Williams International was a lot better funded than we were and may have actually developed theirs with government funding. This is their engine (that doesn’t seem to have been deployed by anyone):
At the advice of a retired Honeywell pump guy I met by chance recently at a July 4 event, I figured it wouldn’t hurt to put together a request for “ballpark quote” on a multiphase CFD (no combustion) for the original design.
I’m sending this out to any company that might provide one:
This is a side view of Fig. 1 in the patent, LOX inlet on left, LPG inlet hidden on opposite side:
Azure is LOX
Green is LPG
Orange is combustion Gray is co-rotating aluminum structure
26 are injectors
16 are CuW delaval nozzle inserts – dotted outline (embedded in the aluminum)
The inlet boundary conditions set on the left of the aluminum structure would be for LOX and LPG.
The outlet boundary conditions set on the right would exit delaval expansion into vacuum.
The combustion chamber (orange) heat input equivalent to combustion would be outer circumference.
Systems and methods for a fully reusable upper stage for a multi-stage launch vehicle are provided. The reusable upper stage uses an aerospike engine for main propulsion and vertical landing. A heat shield can include a plurality of scarfed nozzles embedded radially around a semi-spherical surface of the heat shield, wherein inboard surfaces of the plurality of scarfed nozzles collectively define an aerospike contour. The heat shield can be actively cooled to dissipate heat encountered during reentry of the upper stage.
Blue Origin’s answer to Starship? If this is developed on Blue Origin’s schedule to date, start looking for it post-2050. Aerospike engines have been considered for decades as a way to optimise rocket engine performance from sea level to vacuum for launch vehicles, but this is the first time I’ve seen it proposed for an upper stage to start in vacuum and return to a vertical landing on Earth.
The minute I saw BlueOrigin go into a “public private partnership” with the old guard on their engine development, I basically wrote them off. Although it is on a spectrum of government capital to private capital technical risk management, the toxicity is such that one may as well think of a sandwich that is on a “shit-meat partnership” spectrum.
Looks like several thousand dollars to do the mesh model and run the initial CFD. Roger thinks the inlet to the coaxial pre-swirl pipe will require an inducer to avoid cavitation. I vaguely recall doing that calculation and thinking we could get away without it but he’s done more recent calculations with better tools. The old pump engineer thinks an inducer is probably necessary but that it’s ok to use a high pitch screw and permit cavitation at the inducer’s leading edge even though it erodes.
So I’m thinking maybe the thing to do is just write some code parameterized by various design features to generate the mesh and do a number of very rough cut OpenFoam runs to adjust the design before blowing money on professional CFD.
Well, after looking at the toolchain for CFD – going from parametric Python to momentum transfer for variable axial omega-k I decided this is decidedly beyond my time resources given that I’m considering re-starting the Delegate Network for the 2024 Congressional race for Iowa’s 4th district (which has been redistricted to exclude Dem Des Moines).

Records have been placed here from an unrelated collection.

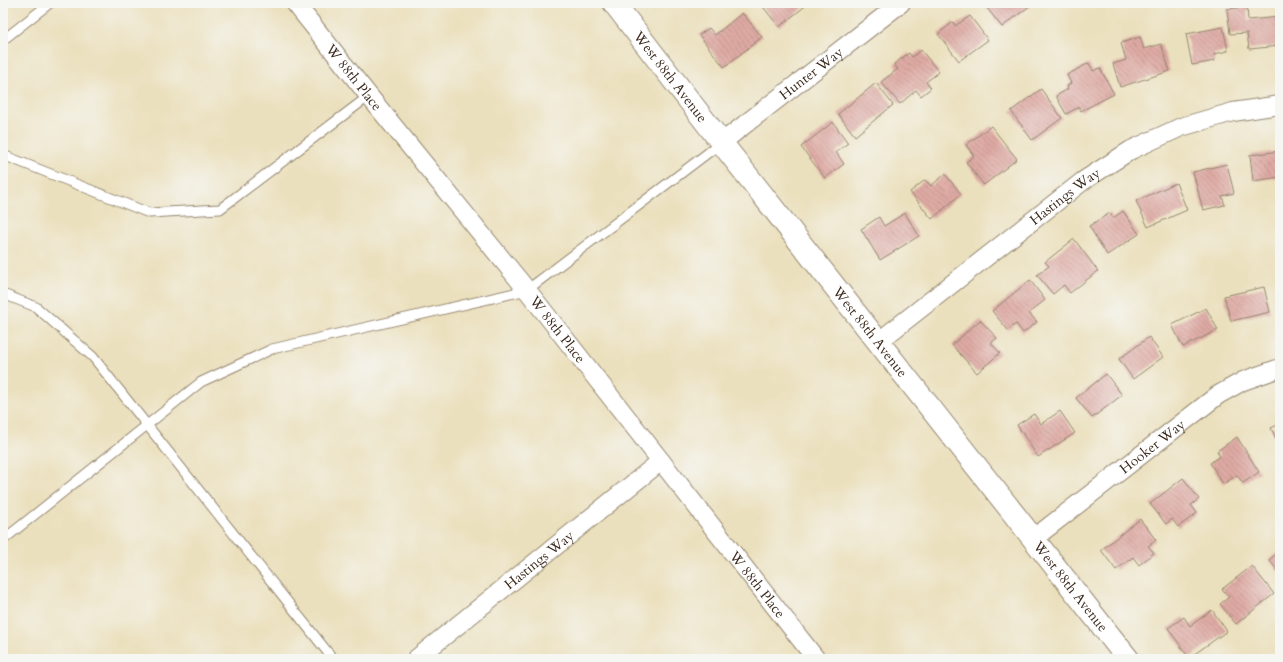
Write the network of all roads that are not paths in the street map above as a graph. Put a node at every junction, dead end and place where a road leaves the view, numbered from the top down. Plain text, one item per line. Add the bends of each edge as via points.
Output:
1 (50, 3) edge
2 (295, 3) edge
3 (614, 3) edge
4 (901, 3) edge
5 (3, 40) edge
6 (369, 96) junction
7 (1280, 105) edge
8 (721, 143) junction
9 (3, 155) edge
10 (527, 290) junction
11 (3, 294) edge
12 (878, 342) junction
13 (1280, 368) edge
14 (148, 425) junction
15 (661, 461) junction
16 (1033, 539) junction
17 (3, 540) edge
18 (333, 659) edge
19 (416, 659) edge
20 (816, 659) edge
21 (1128, 659) edge

1 - 5 lane
2 - 6 street, W 88th Place
3 - 8 street, West 88th Avenue
4 - 8 street, Hunter Way
6 - 9 lane via 220,209 149,212
6 - 10 street, W 88th Place
7 - 12 street, Hastings Way via 1233,112 1181,127 1131,150 1083,181
8 - 10 lane
8 - 12 street, West 88th Avenue
10 - 14 lane via 272,349 201,382
10 - 15 street, W 88th Place
11 - 14 lane via 36,307 93,357
12 - 16 street, West 88th Avenue
13 - 16 street, Hooker Way via 1218,395
14 - 17 lane
14 - 18 lane
15 - 19 street, Hastings Way
15 - 20 street, W 88th Place
16 - 21 street, West 88th Avenue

So I’ve put the question to the CFD community to see if an open source project could be feasible:
That Williams International rocket engine is a lot like what Musk seems to be pursuing with the 1337 (LEET) Rocket Engine if Brian Wang’s reporting is correct:
Elon Musk and SpaceX are looking at extreme ideas like deleting the whole hot fuel gas manifold and merging the fuel pump with the main chamber injector. Elon Musk told his team that "We are on a deletion rampage”. All questionable tubes, sensors and manifolds were deleted.